I’ve had a piano sounding in my head for the last five months, not an ideal sound but an actual one, the one played by Christian Zacharias at Carnegie Hall, on December 13th. I spoke with him the day before, a few minutes after he selected the instrument for his performance, and, clearly, he chose brilliantly. The very first notes of the sonata, by C. P. E. Bach, that opened the program sounded brightly, like chimes; where most concert-hall pianos resound darkly and woodily, Zacharias’s tone was lightly and brightly percussive, emphasizing the gestural element of pressing keys to make music, and the sound he achieved was integral to his realization of the music on the program—and of his remarkable philosophical ideas regarding the music.


With C. P. E. Bach, Zacharias was aptly impulsive and spontaneous, giving the impression of a composer urged on by sudden and fantastic emotion. With Beethoven’s third-to-last sonata, Op. 109, he was profoundly contemplative, as if constructing a mighty intellectual architecture in the darkest turmoil of the soul. As for Brahms’s last piano works, the four pieces of Op. 119, Zacharias revealed the contrapuntal intricacy of the freely rhapsodic emotion, bringing out so many buried notes that at times he seemed to be playing with three hands. And he utterly transfigured the concluding piece, Schubert’s Sonata in D Major, D. 850. Where other performers hear a compact weave of clatter and lyricism, Zacharias opened it out into a vast confessional peroration, a kind of musical expatiation through the forest-like wilds of Schubert’s own imagination—a very definition of subjectivity in music, a self-portrait in motion. The surprising calm under the first movement’s roiling phrases and the astonishing stillness of the third movement’s trio section suggest an intimate empathy with Schubert’s art that must have been, for Zacharias, as much of a self-exploration as a performance.


At home, I listen to lots of recordings of piano music; yet for months after this recital, it was hard for me to do so; the very essence of piano belonged, in my mind, to this concert, and the spell wasn’t ready to be broken. But circumstances intruded, and on Friday night, I went to an intimate concert hall, at Faust Harrison Pianos, to hear Beth Levin (whom I had met virtually on Twitter) perform Beethoven’s last three sonatas, Opp. 109, 110, and 111. Her performance, too, was revelatory—and what it revealed had as much to do with performance as such as it does with music, piano, and Beethoven.

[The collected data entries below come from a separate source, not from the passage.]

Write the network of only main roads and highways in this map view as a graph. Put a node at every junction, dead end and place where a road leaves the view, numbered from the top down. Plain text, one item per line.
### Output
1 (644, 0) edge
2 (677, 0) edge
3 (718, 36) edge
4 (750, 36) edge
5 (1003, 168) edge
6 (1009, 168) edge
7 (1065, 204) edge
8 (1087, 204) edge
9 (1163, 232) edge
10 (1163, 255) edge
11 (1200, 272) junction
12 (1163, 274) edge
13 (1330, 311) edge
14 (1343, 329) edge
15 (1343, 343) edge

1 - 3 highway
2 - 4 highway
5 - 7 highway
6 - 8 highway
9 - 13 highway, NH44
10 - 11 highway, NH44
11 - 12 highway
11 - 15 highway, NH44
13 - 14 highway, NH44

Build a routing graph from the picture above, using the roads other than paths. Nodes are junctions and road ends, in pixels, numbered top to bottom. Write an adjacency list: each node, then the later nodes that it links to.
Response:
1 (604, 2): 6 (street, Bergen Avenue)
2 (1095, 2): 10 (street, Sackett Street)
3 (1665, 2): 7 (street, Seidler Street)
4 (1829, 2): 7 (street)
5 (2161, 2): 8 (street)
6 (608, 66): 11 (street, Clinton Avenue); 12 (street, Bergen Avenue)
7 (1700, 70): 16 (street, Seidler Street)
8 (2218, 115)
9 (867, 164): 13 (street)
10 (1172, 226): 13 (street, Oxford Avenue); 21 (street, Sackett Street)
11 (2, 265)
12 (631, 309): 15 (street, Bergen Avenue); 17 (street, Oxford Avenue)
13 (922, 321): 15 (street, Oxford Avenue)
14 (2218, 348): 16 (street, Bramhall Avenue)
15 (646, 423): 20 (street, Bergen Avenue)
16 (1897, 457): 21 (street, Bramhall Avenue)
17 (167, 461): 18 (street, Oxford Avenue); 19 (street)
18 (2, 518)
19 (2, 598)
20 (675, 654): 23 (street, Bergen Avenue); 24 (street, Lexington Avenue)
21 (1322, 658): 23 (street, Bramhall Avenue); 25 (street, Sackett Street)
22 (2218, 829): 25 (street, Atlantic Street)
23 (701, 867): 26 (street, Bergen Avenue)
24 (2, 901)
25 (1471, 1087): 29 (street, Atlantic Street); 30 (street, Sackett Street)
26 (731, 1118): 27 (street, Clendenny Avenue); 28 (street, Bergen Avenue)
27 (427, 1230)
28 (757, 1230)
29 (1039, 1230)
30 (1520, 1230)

About forty people filled a space that could easily hold fifty. There, Levin played an 1887 Steinway that thunders in the bass and tinkles in the treble; the sound of the keys being struck is an inevitable part of the music she made. From the very beginning of Op. 109, which started very quietly, slowly, ruminatively, and was filled in by diabolically dark and threatening notes in the left hand, it was apparent that the evening’s music would be filled with a rare fury. Ultimately, she brought the full terror factor to the music, realizing a vision of Beethoven as a dynamo of fantasy that ranged from celestial to violent—a wild man shattering with both fists the Biedermeier china and the sociable decorum. From pages of the scores that Beethoven filled with aggressively slashing clusters of notes, Levin played with a swirling, thunderous frenzy. When she rose at the end of each sonata, it seemed indecent to look at her—it was as if she had just gone through a holy ordeal that we profane spectators shouldn’t dare contemplate with bare eyes. The concert was emotionally and physically exhausting—doubtless so for Levin, but so also for the happy few in the audience.


Her performance reminded me of the only time I saw boxing live—a Golden Gloves event, held in a ring mounted near the southeastern corner of Central Park. The young boxers wore headgear—and yet this sport, which I had savored for decades on television, absolutely terrified me in person. The difference between a concert in an intimate space (and I sat about a dozen feet from Levin’s piano) and one in Carnegie Hall (and I had great seats for Zacharias’s concert—fifteenth row or so, in the orchestra) is like the difference between theatre and a movie. The kind of violence that makes for a fascinating and alluring spectacle in a movie would be an almost unbearable source of fear in the theatre, and the kind of performance that Zacharias achieved seems—paradoxically—similar to a movie. Zacharias is a master of the magnification of the infinitesimal gesture; he achieves a realization similar to the kind of closeup that actors offer on a big screen. (In fact, he told me that he prefers to perform in large concert spaces, such as Carnegie Hall, rather than in intimate ones, such as living rooms or drawing rooms: “At home, I just don’t have the space, it gets a bit loud, or dry… I love the halls and the feeling of space.”)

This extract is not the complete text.